Корабельные плотники честно готовят ковчег,
Карамельные рты ухмыляются жирно и жадно…
Но надеется Бог, что найдется еще Человек
И научит он нас на воде, как на суше, держаться.
Мы босыми ногами пойдем по потопу вперед,
Оставляя круги, как растущий концерт многоточий,
И из нас до поры ни один, ни один не умрет,
А настанет пора — даже Бог не сумеет отсрочить.
Ах, бабушка, то было не со мной,
и детство здесь мое не проходило.
Уже давно ангарскою водой
твою деревню Остров затопило.
Мембранами — чувствительны, тонки —
дрожали губы у любой старухи,
и, теребя привычные платки,
без надобности уставали руки.
Ах, бабушка, то было не со мной,
и акварель размашистых закатов
высвечивала мрачной полосой
печаль домов, пустеющих, горбатых.
Но кажется мне это все родным,
и кажется, что стоит обернуться —
и отплывут тяжелые плоты
от берегов, к которым не вернуться.
Их медленность неведома воде,
но, торопя плоты своим теченьем,
вдруг станет неспокойно Ангаре
за тяжесть своего предназначенья.
Две ладони — восход и закат.
Две ладони — жалеть и ласкать,
гладить волосы, косу плести,
к изголовью воды поднести.
Две ладони — кормить голубей.
Две ладони — качать колыбель.
Повторяйтесь, восход и закат,
как молитва на всех языках.
Повторяйтесь, тревога и труд,
помогайте бесстрастной судьбе.
Две ладони друг к другу прильнут
в материнской печальной мольбе.
Две ладони покорно замрут,
и на долгие-долгие дни
материнский томительный труд:
вразуми, помоги, сохрани…
Во тьме случайного ночлега
В глухом предчувствии беды
Душа у Бога просит снега,
Чтоб он засыпал все следы…
Я прислонюсь к холодной раме:
Как хорошо, что есть приют,
И там, за ветхими дверями
Слепые ангелы поют.
Огонь в печи воздел ладони
И замирает, трепеща.
И на серебряной иконе
Подхвачен ветром край плаща.
И длится, длится тайный праздник,
Душа пирует налегке,
И лишь свеча все время гаснет
На неподвижном сквозняке.
Как странно в вязкой пустоте
Среди погибших слов
Заговорить на языке
Утраченных богов!
Огонь бесплодный и ничей,
Но жечь ему дано.
Звучанье собственных речей
То смутно, то темно.
Оно темно, как белый снег
Во чреве зимних туч —
Сколь славен был далекий век,
Сколь радостно могуч!
Покорно отпускаю ввысь
Сплетенье древних слов:
Печальным эхом воротись
На пиршество богов…
Юрий Подкорытов
Этюды на осенних листьях
Весь вечер над озером громыхало и полыхало. Видимо, там, наверху, окончательно развеселился Илья-пророк, этот маленький, промокший до нитки старичок с венчиком седых кудрей вокруг симпатичной лысинки.
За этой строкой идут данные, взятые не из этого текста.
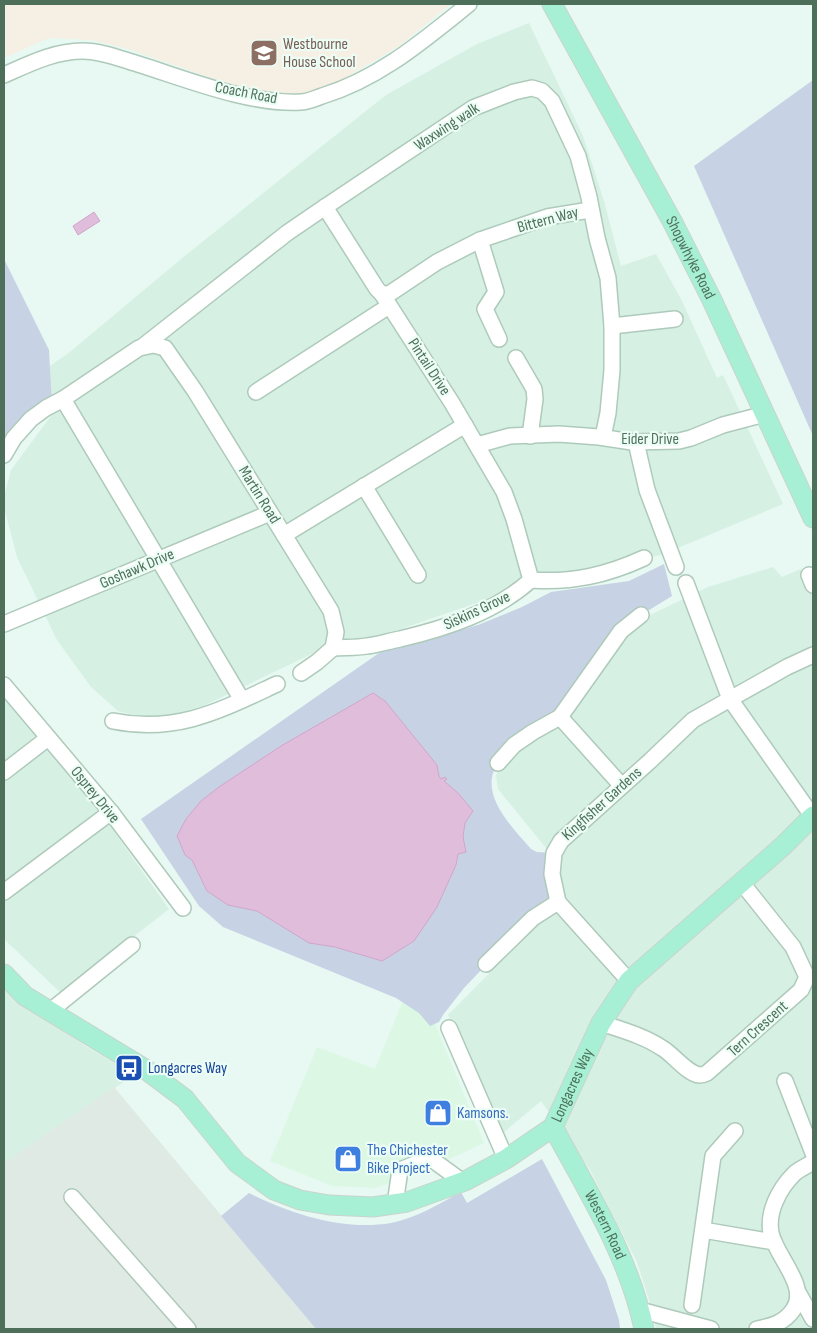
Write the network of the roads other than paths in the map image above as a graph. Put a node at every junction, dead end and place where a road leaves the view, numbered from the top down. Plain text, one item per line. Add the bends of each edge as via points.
1 (470, 4) edge
2 (552, 4) edge
3 (4, 75) edge
4 (325, 208) junction
5 (590, 210) junction
6 (480, 240) junction
7 (386, 300) junction
8 (675, 319) dead end
9 (612, 326) junction
10 (499, 339) dead end
11 (142, 347) junction
12 (516, 358) dead end
13 (256, 392) dead end
14 (63, 399) junction
15 (765, 414) junction
16 (465, 426) junction
17 (530, 436) junction
18 (603, 437) junction
19 (636, 442) junction
20 (477, 445) junction
21 (4, 455) edge
22 (364, 486) junction
23 (270, 513) junction
24 (813, 518) edge
25 (284, 535) junction
26 (644, 558) dead end
27 (159, 560) junction
28 (676, 567) dead end
29 (418, 575) dead end
30 (531, 580) junction
31 (686, 583) dead end
32 (641, 615) dead end
33 (4, 624) edge
34 (332, 648) junction
35 (813, 655) edge
36 (300, 672) dead end
37 (277, 684) dead end
38 (4, 685) edge
39 (730, 699) junction
40 (242, 700) junction
41 (560, 717) junction
42 (113, 721) dead end
43 (48, 738) junction
44 (498, 763) dead end
45 (4, 772) edge
46 (621, 785) junction
47 (111, 812) junction
48 (813, 816) edge
49 (742, 883) junction
50 (4, 892) edge
51 (558, 902) junction
52 (184, 908) dead end
53 (132, 945) dead end
54 (486, 964) dead end
55 (4, 974) edge
56 (629, 981) junction
57 (49, 1012) junction
58 (601, 1023) junction
59 (450, 1028) dead end
60 (785, 1081) dead end
61 (553, 1127) junction
62 (736, 1131) dead end
63 (813, 1153) edge
64 (506, 1159) junction
65 (813, 1162) edge
66 (463, 1182) junction
67 (72, 1197) dead end
68 (395, 1204) junction
69 (704, 1230) junction
70 (774, 1242) junction
71 (799, 1294) junction
72 (692, 1305) dead end
73 (640, 1310) junction
74 (813, 1319) edge
75 (668, 1323) edge
76 (188, 1329) edge
77 (644, 1329) edge
78 (712, 1329) edge
79 (757, 1329) edge

1 - 3 street, Coach Road via 404,56 343,90 302,102 259,99 85,51 62,53
2 - 15 main road, Shopwhyke Road via 672,221 712,298
4 - 5 street, Waxwing walk via 472,108 499,96 532,88 542,91 552,101 570,137 578,156
4 - 7 street, Pintail Drive
4 - 11 street via 287,233
5 - 6 street, Bittern Way via 547,217
5 - 9 street, Bittern Way via 608,278
6 - 7 street, Bittern Way via 437,262 389,294
6 - 10 street via 496,292 485,309
7 - 13 street, Bittern Way
7 - 16 street, Pintail Drive
8 - 9 street
9 - 18 street, Bittern Way via 608,413
11 - 14 street
11 - 23 street, Martin Road via 165,348
12 - 17 street via 534,389
14 - 21 street via 31,419
14 - 27 street
15 - 19 street, Eider Drive via 722,425 685,440
15 - 24 main road, Shopwhyke Road
16 - 20 street, Pintail Drive
16 - 22 street
17 - 18 street, Eider Drive
17 - 20 street, Eider Drive via 510,436
18 - 19 street, Eider Drive
19 - 28 street via 647,490
20 - 30 street, Pintail Drive via 504,492
22 - 25 street
22 - 29 street
23 - 25 street, Martin Road
23 - 27 street, Goshawk Drive
25 - 34 street, Martin Road via 331,611 336,632
26 - 30 street via 595,576 551,582
27 - 33 street, Goshawk Drive
27 - 40 street
30 - 34 street, Siskins Grove via 515,594 460,622 368,646
31 - 39 street
32 - 41 street via 621,631
34 - 36 street
35 - 39 street, Kingfisher Gardens
37 - 40 street
38 - 43 street, Osprey Drive
39 - 46 street, Kingfisher Gardens via 693,720
39 - 48 street
40 - 42 street via 207,715 155,726
41 - 44 street via 514,745
41 - 46 street
43 - 45 street
43 - 47 street, Osprey Drive
46 - 51 street, Kingfisher Gardens via 561,840 554,853 552,874
47 - 50 street
47 - 52 street, Osprey Drive
48 - 49 main road, Longacres Way
49 - 56 main road, Longacres Way
49 - 58 street, Tern Crescent via 793,947 807,977 801,990 707,1073 700,1075 644,1038
51 - 54 street via 533,918
51 - 56 street, Kingfisher Gardens
53 - 57 street
55 - 57 main road, Longacres Way via 25,996
56 - 58 main road, Longacres Way
57 - 68 main road, Longacres Way via 175,1090 237,1163 274,1190 300,1200 329,1205 373,1207
58 - 61 main road, Longacres Way
59 - 64 street
60 - 63 street
61 - 64 main road, Longacres Way
61 - 73 main road, Western Road via 621,1255
62 - 69 street via 713,1156
64 - 66 main road, Longacres Way
65 - 70 street via 795,1173 776,1201 771,1216
66 - 68 main road, Longacres Way
66 - 68 street via 430,1158 400,1170
67 - 76 street
69 - 70 street
69 - 72 street
70 - 71 street
71 - 74 street
71 - 79 street via 797,1306 788,1317 775,1326
73 - 75 street
73 - 77 main road, Western Road
75 - 78 street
Он уже не управлял своей колесницей, а только оглушительно хлопал в ладоши и озорно метал огненные стрелы.
Одна, я приметил, ударила в осинничек возле болотца. Там я нашел — на другой день — с дюжину крепких красноголовиков.
На рассвете солнце вынырнуло из озера, над лесами навис легкий туман, ударили удивительно яркие лучи; опавшая листва затрепетала, зашевелилась.
Грибы дружно приподняли шляпки, благодаря за благодатный дождь и щедрое тепло.
Вот так и в нашей жизни кончаются любые ненастья — ярким светом.